The game gained widespread recognition after a conversation between Kevin Bacon and a journalist, where Bacon mentioned that he had worked with almost everyone in Hollywood or someone who had worked with them. This led to the creation of the “Six Degrees of Kevin Bacon” game, which quickly gained popularity and became a cultural phenomenon.

The Rules of the Game

The rules of the game are simple. The objective is to connect any actor or actress to Kevin Bacon within six movies. Each movie connection counts as one degree of separation. For example, if an actor has worked directly with Kevin Bacon in a film, they have a Bacon number of one. If they have worked with someone who has worked with Kevin Bacon, their Bacon number is two, and so on.

It’s important to note that the game is not limited to Kevin Bacon alone. The concept can be applied to any actor or actress in the film industry. However, Kevin Bacon is often used as the central figure due to his extensive filmography and the diverse range of actors he has worked with.

The Project Details

There are a ton of movies worldwide, featuring numerous actors and actresses. Using this project, our motto is to find out the shortest connections between two actors or actresses globally. As we discussed earlier, a movie serves as a connection here.

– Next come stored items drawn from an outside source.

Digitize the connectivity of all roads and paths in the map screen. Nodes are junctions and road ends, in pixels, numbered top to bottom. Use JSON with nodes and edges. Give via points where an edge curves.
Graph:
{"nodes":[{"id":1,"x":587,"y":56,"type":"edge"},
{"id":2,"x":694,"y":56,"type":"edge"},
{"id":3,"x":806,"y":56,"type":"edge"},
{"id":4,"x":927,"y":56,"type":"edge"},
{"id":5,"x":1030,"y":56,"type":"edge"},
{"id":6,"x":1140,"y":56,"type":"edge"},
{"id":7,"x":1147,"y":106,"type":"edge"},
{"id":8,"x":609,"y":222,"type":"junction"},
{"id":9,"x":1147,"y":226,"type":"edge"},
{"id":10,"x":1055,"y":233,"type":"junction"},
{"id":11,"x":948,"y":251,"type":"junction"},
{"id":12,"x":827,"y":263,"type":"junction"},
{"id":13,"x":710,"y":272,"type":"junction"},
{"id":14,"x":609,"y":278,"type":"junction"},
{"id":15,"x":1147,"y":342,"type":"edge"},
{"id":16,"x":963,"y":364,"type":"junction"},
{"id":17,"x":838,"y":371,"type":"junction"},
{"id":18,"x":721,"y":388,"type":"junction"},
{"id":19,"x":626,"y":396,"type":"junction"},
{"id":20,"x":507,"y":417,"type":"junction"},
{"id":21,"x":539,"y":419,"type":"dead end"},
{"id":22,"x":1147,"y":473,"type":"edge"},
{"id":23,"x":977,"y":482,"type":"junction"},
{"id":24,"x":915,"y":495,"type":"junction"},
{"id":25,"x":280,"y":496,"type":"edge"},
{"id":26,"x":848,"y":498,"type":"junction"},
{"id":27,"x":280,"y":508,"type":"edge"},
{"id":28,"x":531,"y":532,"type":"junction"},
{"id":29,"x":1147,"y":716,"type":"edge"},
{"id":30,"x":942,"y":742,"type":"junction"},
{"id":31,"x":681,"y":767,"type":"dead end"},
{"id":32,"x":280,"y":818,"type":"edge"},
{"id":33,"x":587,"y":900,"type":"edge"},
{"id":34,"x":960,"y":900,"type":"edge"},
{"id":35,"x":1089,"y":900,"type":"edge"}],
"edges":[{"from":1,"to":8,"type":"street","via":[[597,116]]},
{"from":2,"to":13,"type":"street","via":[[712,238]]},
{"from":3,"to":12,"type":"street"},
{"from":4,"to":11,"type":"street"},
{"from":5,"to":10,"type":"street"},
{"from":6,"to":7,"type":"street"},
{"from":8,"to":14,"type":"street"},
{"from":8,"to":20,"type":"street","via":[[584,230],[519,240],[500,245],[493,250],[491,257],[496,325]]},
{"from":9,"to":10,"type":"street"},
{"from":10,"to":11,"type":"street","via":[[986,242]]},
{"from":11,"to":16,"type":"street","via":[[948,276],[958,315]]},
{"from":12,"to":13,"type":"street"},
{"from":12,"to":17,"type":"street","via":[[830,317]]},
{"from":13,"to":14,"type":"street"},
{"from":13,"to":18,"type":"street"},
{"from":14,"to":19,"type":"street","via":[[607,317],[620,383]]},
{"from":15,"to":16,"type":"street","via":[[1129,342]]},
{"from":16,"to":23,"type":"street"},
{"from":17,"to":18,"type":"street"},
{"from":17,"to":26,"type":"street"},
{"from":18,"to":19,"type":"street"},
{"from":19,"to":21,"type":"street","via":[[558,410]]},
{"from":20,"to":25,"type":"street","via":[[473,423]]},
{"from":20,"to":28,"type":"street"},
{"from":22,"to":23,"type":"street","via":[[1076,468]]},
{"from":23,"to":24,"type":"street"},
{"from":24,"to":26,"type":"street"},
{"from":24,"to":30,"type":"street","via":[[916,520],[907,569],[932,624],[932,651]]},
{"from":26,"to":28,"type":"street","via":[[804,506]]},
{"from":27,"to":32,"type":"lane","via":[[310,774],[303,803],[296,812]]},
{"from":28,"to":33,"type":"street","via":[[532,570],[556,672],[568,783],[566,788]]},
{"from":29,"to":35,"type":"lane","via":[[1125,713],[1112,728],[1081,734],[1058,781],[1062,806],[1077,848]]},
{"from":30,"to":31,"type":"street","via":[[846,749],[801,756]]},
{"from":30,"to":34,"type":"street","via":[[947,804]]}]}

The project file follows this hierarchy:

six-degrees-of-kevin-bacon
- large
  - people.csv
  - movies.csv
  - stars.csv
- small
  - people.csv
  - movies.csv
  - stars.csv
- degrees.py
- util.py

The large folder contains a huge amount of data stored in separate csv files, each containing over a million data entries. In the small folder, you’ll find the same CSV files, but they contain a smaller dataset intended for pre-testing purposes.

Real-life Examples

Let’s explore some real-life examples that can be solved using this Artificial Intelligence Project.

Example 1

For example, we want to find the connections between Tom Cruise and Tom Hanks. By employing our project, it yields the following optimal result:

2 degrees of separation.
1: Tom Hanks and Bill Paxton starred in Apollo 13
2: Bill Paxton and Tom Cruise starred in Edge of Tomorrow

connections between tom hanks and tom cruise with six degrees of kevin bacon — Connections between Tom Hanks and Tom Cruise

It’s important to note that, as the program goes through millions of datasets to find the optimal solution, the results may vary over time. For instance, with the same input as above, the program may also return the following result:

2 degrees of separation.
1: Tom Cruise and Craig T. Nelson starred in All the Right Moves
2: Craig T. Nelson and Tom Hanks starred in Turner & Hooch

connections between tom cruise and tom hanks with six degrees of kevin bacon — Connections between Tom Cruise and Tom Hanks

The main point is that, although the distance stays the same every time, the connections might be different.

Example 2

Let’s find a connection between Bollywood and Hollywood using our Python AI Project. This time we will try to find the minimum connections between renowned Bollywood star Shah Rukh Khan and Hollywood icon Tom Cruise. Check out one possible result:

3 degrees of separation.
1: Tom Cruise and Samantha Morton starred in Minority Report
2: Samantha Morton and Om Puri starred in Code 46
3: Om Puri and Shah Rukh Khan starred in Don 2

connections between tom cruise and shah rukh khan with six degrees of kevin bacon in python — Connections between Tom Cruise and Shah Rukh Khan

Set Up the Environment

Download the zip file of the dataset and extract its content. After that, make two Python files in the unzipped folder: degrees.py and util.py. The code you need is provided in the following sections.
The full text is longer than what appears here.